- Records shown -
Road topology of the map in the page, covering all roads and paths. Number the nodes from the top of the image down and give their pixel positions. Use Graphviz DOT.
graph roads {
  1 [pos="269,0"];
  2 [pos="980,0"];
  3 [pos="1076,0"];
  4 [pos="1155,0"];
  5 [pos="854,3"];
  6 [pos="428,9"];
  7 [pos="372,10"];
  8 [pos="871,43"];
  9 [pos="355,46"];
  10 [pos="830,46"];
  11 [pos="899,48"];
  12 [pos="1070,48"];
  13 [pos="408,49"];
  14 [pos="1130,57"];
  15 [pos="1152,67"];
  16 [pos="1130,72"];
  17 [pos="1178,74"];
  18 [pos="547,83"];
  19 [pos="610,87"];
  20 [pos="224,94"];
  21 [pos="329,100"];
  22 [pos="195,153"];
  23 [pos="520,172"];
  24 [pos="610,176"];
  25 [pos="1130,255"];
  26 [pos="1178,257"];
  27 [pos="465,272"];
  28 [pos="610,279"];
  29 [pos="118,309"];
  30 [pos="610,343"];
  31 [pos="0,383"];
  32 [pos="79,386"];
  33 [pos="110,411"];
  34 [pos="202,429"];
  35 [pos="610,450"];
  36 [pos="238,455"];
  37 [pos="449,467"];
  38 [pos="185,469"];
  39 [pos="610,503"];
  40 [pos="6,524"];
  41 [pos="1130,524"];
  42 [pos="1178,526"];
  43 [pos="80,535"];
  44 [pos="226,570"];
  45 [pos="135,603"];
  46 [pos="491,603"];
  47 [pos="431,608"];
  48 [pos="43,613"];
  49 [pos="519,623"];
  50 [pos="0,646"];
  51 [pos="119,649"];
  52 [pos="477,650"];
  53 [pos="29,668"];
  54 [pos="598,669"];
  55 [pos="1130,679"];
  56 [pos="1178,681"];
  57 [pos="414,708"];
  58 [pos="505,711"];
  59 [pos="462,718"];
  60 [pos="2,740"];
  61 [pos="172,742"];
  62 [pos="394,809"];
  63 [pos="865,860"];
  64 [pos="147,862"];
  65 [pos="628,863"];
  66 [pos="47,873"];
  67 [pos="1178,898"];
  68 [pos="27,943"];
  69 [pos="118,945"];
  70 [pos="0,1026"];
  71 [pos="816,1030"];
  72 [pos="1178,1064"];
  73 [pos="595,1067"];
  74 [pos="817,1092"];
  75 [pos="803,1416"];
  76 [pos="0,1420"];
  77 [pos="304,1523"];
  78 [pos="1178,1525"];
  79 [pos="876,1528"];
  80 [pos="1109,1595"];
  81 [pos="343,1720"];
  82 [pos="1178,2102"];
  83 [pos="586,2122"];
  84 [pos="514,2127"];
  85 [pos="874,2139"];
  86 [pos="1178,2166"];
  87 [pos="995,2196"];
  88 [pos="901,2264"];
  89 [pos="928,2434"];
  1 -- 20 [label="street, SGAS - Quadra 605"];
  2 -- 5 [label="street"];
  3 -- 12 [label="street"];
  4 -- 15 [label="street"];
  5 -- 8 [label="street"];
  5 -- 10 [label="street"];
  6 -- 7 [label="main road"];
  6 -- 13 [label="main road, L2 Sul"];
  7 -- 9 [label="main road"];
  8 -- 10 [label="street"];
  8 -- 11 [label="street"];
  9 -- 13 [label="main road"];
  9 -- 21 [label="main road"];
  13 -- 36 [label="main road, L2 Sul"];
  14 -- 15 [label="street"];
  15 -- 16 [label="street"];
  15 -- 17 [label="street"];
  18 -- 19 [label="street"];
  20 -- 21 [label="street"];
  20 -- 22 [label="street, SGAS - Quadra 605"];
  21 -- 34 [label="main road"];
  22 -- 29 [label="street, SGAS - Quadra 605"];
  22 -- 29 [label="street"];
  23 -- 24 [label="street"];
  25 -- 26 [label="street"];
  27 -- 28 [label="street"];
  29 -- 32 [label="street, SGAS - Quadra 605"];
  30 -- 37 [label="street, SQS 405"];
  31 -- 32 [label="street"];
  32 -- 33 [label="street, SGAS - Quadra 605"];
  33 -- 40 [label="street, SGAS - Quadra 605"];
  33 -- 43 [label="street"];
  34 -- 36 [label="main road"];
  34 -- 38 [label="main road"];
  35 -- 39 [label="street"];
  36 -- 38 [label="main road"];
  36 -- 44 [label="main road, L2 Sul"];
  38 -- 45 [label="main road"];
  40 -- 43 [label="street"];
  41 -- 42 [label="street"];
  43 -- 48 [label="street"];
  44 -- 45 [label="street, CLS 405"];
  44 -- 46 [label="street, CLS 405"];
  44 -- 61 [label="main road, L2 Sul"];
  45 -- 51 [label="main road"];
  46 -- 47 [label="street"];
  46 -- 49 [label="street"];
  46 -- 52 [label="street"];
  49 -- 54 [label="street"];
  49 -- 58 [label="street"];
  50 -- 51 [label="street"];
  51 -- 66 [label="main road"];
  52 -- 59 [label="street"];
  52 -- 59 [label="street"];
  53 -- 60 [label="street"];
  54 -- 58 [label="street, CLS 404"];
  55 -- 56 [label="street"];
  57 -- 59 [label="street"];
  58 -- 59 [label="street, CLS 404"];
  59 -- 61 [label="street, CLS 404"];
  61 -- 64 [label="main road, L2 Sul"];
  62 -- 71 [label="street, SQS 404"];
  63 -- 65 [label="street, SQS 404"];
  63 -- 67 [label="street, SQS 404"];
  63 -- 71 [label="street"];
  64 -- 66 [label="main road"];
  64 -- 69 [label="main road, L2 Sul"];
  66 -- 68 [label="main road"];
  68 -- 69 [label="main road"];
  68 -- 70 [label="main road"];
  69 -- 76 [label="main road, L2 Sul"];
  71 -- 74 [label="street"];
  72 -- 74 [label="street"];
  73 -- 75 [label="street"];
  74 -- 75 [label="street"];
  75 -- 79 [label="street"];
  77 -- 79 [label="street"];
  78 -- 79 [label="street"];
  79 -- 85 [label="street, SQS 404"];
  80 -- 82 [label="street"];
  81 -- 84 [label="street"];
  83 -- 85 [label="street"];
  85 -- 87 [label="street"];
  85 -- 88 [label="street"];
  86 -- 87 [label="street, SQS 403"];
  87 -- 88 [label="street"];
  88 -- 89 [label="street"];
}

- Task to carry out -
Transcribe all of the lines in the records precisely.

- Task answer -
Road topology of the map in the page, covering all roads and paths. Number the nodes from the top of the image down and give their pixel positions. Use Graphviz DOT.
graph roads {
  1 [pos="269,0"];
  2 [pos="980,0"];
  3 [pos="1076,0"];
  4 [pos="1155,0"];
  5 [pos="854,3"];
  6 [pos="428,9"];
  7 [pos="372,10"];
  8 [pos="871,43"];
  9 [pos="355,46"];
  10 [pos="830,46"];
  11 [pos="899,48"];
  12 [pos="1070,48"];
  13 [pos="408,49"];
  14 [pos="1130,57"];
  15 [pos="1152,67"];
  16 [pos="1130,72"];
  17 [pos="1178,74"];
  18 [pos="547,83"];
  19 [pos="610,87"];
  20 [pos="224,94"];
  21 [pos="329,100"];
  22 [pos="195,153"];
  23 [pos="520,172"];
  24 [pos="610,176"];
  25 [pos="1130,255"];
  26 [pos="1178,257"];
  27 [pos="465,272"];
  28 [pos="610,279"];
  29 [pos="118,309"];
  30 [pos="610,343"];
  31 [pos="0,383"];
  32 [pos="79,386"];
  33 [pos="110,411"];
  34 [pos="202,429"];
  35 [pos="610,450"];
  36 [pos="238,455"];
  37 [pos="449,467"];
  38 [pos="185,469"];
  39 [pos="610,503"];
  40 [pos="6,524"];
  41 [pos="1130,524"];
  42 [pos="1178,526"];
  43 [pos="80,535"];
  44 [pos="226,570"];
  45 [pos="135,603"];
  46 [pos="491,603"];
  47 [pos="431,608"];
  48 [pos="43,613"];
  49 [pos="519,623"];
  50 [pos="0,646"];
  51 [pos="119,649"];
  52 [pos="477,650"];
  53 [pos="29,668"];
  54 [pos="598,669"];
  55 [pos="1130,679"];
  56 [pos="1178,681"];
  57 [pos="414,708"];
  58 [pos="505,711"];
  59 [pos="462,718"];
  60 [pos="2,740"];
  61 [pos="172,742"];
  62 [pos="394,809"];
  63 [pos="865,860"];
  64 [pos="147,862"];
  65 [pos="628,863"];
  66 [pos="47,873"];
  67 [pos="1178,898"];
  68 [pos="27,943"];
  69 [pos="118,945"];
  70 [pos="0,1026"];
  71 [pos="816,1030"];
  72 [pos="1178,1064"];
  73 [pos="595,1067"];
  74 [pos="817,1092"];
  75 [pos="803,1416"];
  76 [pos="0,1420"];
  77 [pos="304,1523"];
  78 [pos="1178,1525"];
  79 [pos="876,1528"];
  80 [pos="1109,1595"];
  81 [pos="343,1720"];
  82 [pos="1178,2102"];
  83 [pos="586,2122"];
  84 [pos="514,2127"];
  85 [pos="874,2139"];
  86 [pos="1178,2166"];
  87 [pos="995,2196"];
  88 [pos="901,2264"];
  89 [pos="928,2434"];
  1 -- 20 [label="street, SGAS - Quadra 605"];
  2 -- 5 [label="street"];
  3 -- 12 [label="street"];
  4 -- 15 [label="street"];
  5 -- 8 [label="street"];
  5 -- 10 [label="street"];
  6 -- 7 [label="main road"];
  6 -- 13 [label="main road, L2 Sul"];
  7 -- 9 [label="main road"];
  8 -- 10 [label="street"];
  8 -- 11 [label="street"];
  9 -- 13 [label="main road"];
  9 -- 21 [label="main road"];
  13 -- 36 [label="main road, L2 Sul"];
  14 -- 15 [label="street"];
  15 -- 16 [label="street"];
  15 -- 17 [label="street"];
  18 -- 19 [label="street"];
  20 -- 21 [label="street"];
  20 -- 22 [label="street, SGAS - Quadra 605"];
  21 -- 34 [label="main road"];
  22 -- 29 [label="street, SGAS - Quadra 605"];
  22 -- 29 [label="street"];
  23 -- 24 [label="street"];
  25 -- 26 [label="street"];
  27 -- 28 [label="street"];
  29 -- 32 [label="street, SGAS - Quadra 605"];
  30 -- 37 [label="street, SQS 405"];
  31 -- 32 [label="street"];
  32 -- 33 [label="street, SGAS - Quadra 605"];
  33 -- 40 [label="street, SGAS - Quadra 605"];
  33 -- 43 [label="street"];
  34 -- 36 [label="main road"];
  34 -- 38 [label="main road"];
  35 -- 39 [label="street"];
  36 -- 38 [label="main road"];
  36 -- 44 [label="main road, L2 Sul"];
  38 -- 45 [label="main road"];
  40 -- 43 [label="street"];
  41 -- 42 [label="street"];
  43 -- 48 [label="street"];
  44 -- 45 [label="street, CLS 405"];
  44 -- 46 [label="street, CLS 405"];
  44 -- 61 [label="main road, L2 Sul"];
  45 -- 51 [label="main road"];
  46 -- 47 [label="street"];
  46 -- 49 [label="street"];
  46 -- 52 [label="street"];
  49 -- 54 [label="street"];
  49 -- 58 [label="street"];
  50 -- 51 [label="street"];
  51 -- 66 [label="main road"];
  52 -- 59 [label="street"];
  52 -- 59 [label="street"];
  53 -- 60 [label="street"];
  54 -- 58 [label="street, CLS 404"];
  55 -- 56 [label="street"];
  57 -- 59 [label="street"];
  58 -- 59 [label="street, CLS 404"];
  59 -- 61 [label="street, CLS 404"];
  61 -- 64 [label="main road, L2 Sul"];
  62 -- 71 [label="street, SQS 404"];
  63 -- 65 [label="street, SQS 404"];
  63 -- 67 [label="street, SQS 404"];
  63 -- 71 [label="street"];
  64 -- 66 [label="main road"];
  64 -- 69 [label="main road, L2 Sul"];
  66 -- 68 [label="main road"];
  68 -- 69 [label="main road"];
  68 -- 70 [label="main road"];
  69 -- 76 [label="main road, L2 Sul"];
  71 -- 74 [label="street"];
  72 -- 74 [label="street"];
  73 -- 75 [label="street"];
  74 -- 75 [label="street"];
  75 -- 79 [label="street"];
  77 -- 79 [label="street"];
  78 -- 79 [label="street"];
  79 -- 85 [label="street, SQS 404"];
  80 -- 82 [label="street"];
  81 -- 84 [label="street"];
  83 -- 85 [label="street"];
  85 -- 87 [label="street"];
  85 -- 88 [label="street"];
  86 -- 87 [label="street, SQS 403"];
  87 -- 88 [label="street"];
  88 -- 89 [label="street"];
}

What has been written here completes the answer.